Dr. Ronald J. Glasser, an army physician who wrote the acclaimed book 365 Days, a searing tale of the Vietnam War through the words of soldiers wounded in Vietnam, died in St. Louis Park on August 26. rice field. Minn: He was 83 years old.
His death at the Minnesota Veterans Home was confirmed by his partner and ex-wife Joy Glasser, who said the cause was complications of dementia.
Dr. Glasser was against the war when he was drafted in August 1968.
He was assigned to a hospital in Zama, Japan. This hospital received 6,000 to 8,000 wounded soldiers each month, flown in from the battlefields of Vietnam during his 365 days of service, and was one of his four fanatical military hospitals in Japan. It’s one.

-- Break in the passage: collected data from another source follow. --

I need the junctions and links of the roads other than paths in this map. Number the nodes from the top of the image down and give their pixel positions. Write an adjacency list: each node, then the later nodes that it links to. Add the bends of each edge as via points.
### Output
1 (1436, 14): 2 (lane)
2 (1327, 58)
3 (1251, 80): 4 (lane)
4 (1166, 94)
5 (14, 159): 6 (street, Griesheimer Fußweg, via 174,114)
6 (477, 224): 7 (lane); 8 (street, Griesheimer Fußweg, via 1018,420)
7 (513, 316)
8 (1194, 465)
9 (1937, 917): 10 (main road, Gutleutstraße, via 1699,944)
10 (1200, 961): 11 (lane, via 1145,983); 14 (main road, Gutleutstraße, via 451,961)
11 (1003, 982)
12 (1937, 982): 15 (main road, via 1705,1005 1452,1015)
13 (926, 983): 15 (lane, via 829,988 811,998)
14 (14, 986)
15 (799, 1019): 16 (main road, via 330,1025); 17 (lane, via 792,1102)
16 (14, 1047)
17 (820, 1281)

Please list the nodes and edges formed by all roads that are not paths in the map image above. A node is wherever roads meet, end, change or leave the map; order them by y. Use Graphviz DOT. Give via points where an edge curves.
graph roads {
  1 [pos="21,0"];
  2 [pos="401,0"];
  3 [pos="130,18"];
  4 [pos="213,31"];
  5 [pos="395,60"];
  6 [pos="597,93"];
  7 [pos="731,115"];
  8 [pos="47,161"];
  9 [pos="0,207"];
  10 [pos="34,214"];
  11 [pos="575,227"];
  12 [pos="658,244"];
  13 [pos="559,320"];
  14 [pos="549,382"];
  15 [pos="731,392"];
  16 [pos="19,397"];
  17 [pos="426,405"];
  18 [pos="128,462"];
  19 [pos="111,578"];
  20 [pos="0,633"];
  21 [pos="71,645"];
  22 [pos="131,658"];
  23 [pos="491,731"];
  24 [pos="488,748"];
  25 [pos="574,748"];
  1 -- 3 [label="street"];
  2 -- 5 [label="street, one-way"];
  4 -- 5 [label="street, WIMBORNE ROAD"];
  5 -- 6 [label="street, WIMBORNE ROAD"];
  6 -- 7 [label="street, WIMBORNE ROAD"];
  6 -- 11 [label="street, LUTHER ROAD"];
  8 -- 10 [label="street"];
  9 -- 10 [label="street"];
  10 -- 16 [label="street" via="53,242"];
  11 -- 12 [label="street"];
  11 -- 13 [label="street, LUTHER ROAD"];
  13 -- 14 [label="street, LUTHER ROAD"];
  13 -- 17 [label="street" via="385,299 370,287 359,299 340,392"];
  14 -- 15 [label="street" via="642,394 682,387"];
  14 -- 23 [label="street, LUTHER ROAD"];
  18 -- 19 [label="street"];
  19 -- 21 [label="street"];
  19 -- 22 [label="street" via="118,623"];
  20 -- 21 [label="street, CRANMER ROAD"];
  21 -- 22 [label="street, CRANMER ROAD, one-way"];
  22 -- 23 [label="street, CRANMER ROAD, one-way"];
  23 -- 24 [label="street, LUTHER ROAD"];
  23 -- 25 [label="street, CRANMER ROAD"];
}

Dr. Glasser was originally assigned as a pediatrician to treat military families in Japan. However, he writes:
365 Days, published in 1971, was a finalist for the National Book Awards. Playwright David Mamet praised it in The Wall Street Journal, saying, “Despite being the best book to come out of Vietnam, the author wasn’t stationed there.”
Dr. Glasser explained in “365 Days” that he never intended to be a writer, but felt compelled to document what he saw and heard in the hospital. He dedicated the book to Stephen Crane, author of The Red Badge of Courage, a novel that vividly depicts the bloody battlefields of the Civil War.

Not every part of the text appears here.